Fasnachts-Zeedeldichter gehen ungnädig mit beiden Basel um

Basel befindet sich auf dem absteigenden Ast und hat die besten Zeiten hinter sich. Diesen Eindruck muss erhalten, wer die Zeedel der Fasnachts-Formationen genauer unter die Lupe nimmt. Vor allem das neue Innenstadt-Verkehrsregime kommt bei den Fasnächtlern ganz schlecht an.

Fasnachtszeedel und Räppli

Bildlegende: Die Zeedeldichter gehen mit Basel ins Gericht - aber auf fasnächtliche Art und Weise. SRF

«Basel Bach ab», «Dr Letscht löscht s`Licht» oder «Quo vadis - wie soll das no wiyter goo?»: schon die Titel einiger Zeedel, die sich mit dem aktuellen Zustand Basels auseinandersetzen, verraten, was die Zeedel-Verfasser von der aktuellen Situation halten.

«  White Dinner und Bunti Nacht: doch beidi Fescht sinn glatt verloffe, Wyss hett eifach tüürer gsoffe. »

Rhygwäggi, Alti Garde

Das neue Innenstadt-Verkehrsregime, das jetzt ein gutes Jahr in Kraft ist, wird da ebenso ins Feld geführt wie die leeren Geschäfte und die damit auch ausgestorbene Innenstadt.
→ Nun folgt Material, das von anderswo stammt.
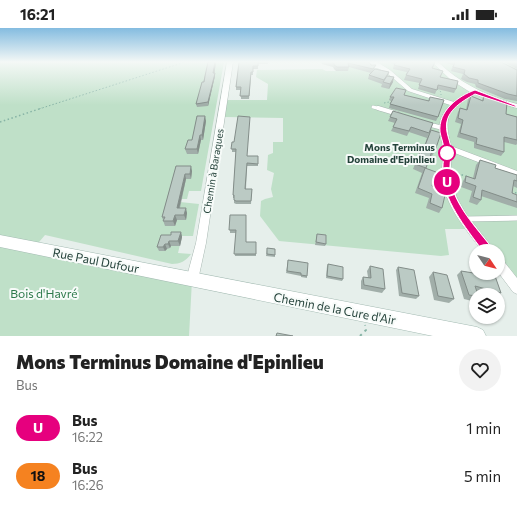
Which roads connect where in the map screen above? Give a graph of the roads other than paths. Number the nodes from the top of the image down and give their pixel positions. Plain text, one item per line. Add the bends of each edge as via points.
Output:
1 (228, 76) edge
2 (394, 76) edge
3 (448, 76) edge
4 (475, 92) junction
5 (453, 104) junction
6 (517, 106) edge
7 (373, 107) dead end
8 (406, 117) edge
9 (424, 122) edge
10 (443, 128) junction
11 (448, 148) junction
12 (517, 174) edge
13 (517, 218) edge
14 (465, 220) junction
15 (0, 241) edge
16 (484, 244) edge
17 (505, 272) edge
18 (192, 280) junction
19 (517, 288) edge
20 (477, 336) edge

1 - 18 street, Chemin à Baraques via 201,244
2 - 5 street via 410,90
3 - 4 street
4 - 5 street
4 - 6 street
5 - 10 street
7 - 8 lane
9 - 10 lane
10 - 11 street
11 - 12 street
11 - 14 street via 448,188
13 - 14 lane
14 - 16 street
15 - 18 street, Rue Paul Dufour
17 - 19 street
18 - 20 street, Chemin de la Cure d'Air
Nicht selten wird auch der rot-grünen Regierungs-Mehrheit die Schuld für die Misere in die Schuhe geschoben, nicht zuletzt Bau- und Verkehrsdirektor Hanspeter Wessels ist eine beliebte Zielscheibe - allerdings weniger stark als in früheren Jahren.

«  Im Baselland herrscht Dritti Wält,
es fählt an baidem, Gaischt und Gäld.
Das Gäld bekämt me neyme här,
das mit em Gaischt isch ehnder schwär. »

Alti Schnoogekeerzli

Dass die Vereinigung «Pro Innenstadt» da als Gegen-Aktion im letzten Herbst ein «White Dinner» ins Leben rief, das inspirierte zwar viele Cliquen und Formationen: kein anderes Thema als dieses «weisse Nachtessen» wurde so oft gewählt (s. Kasten).

Aber auch da sind sich die Fasnächtler einig: als wirkliches Gegenmittel gegen den hohen Franken und das nahe Deutschland hätte die Veranstaltung nicht getaugt.

Kaum weniger hart kritisiert wird auch das Baselbiet - vor allem der 80-Millionen-Deal fordert viel Spott heraus. Der Landkanton erhält auch von den Fasnächtlern keine gute Noten - obwohl ja viele Aktive selbst im Landkanton wohnen.

Sympathie für das Elsass

Mehr Sympathien bekommen da die französischen Nachbarn im Elsass - und zwar wegen der umstrittenen Gebietsreform von Präsident Hollande.

(Regionaljournal Basel, 17.30 Uhr)

Viele verschiedene Sujets

Ein Blick in den Fasnachts-Führer «Rädäbäng» zeigt, dass die Sujet-Wahl der Cliquen 2016 sehr breit ist: etwa 200 Sujets wurden total gewählt, fast 70 Formationen setzen sich mit Basel auseinander, 33 mit dem «White Dinner». Fast 40 Fasnachts-Formationen behandeln Gesellschafts-Themen wie z.B. die Flüchtlinge oder z.B. der «Eisige Wind aus Moskau».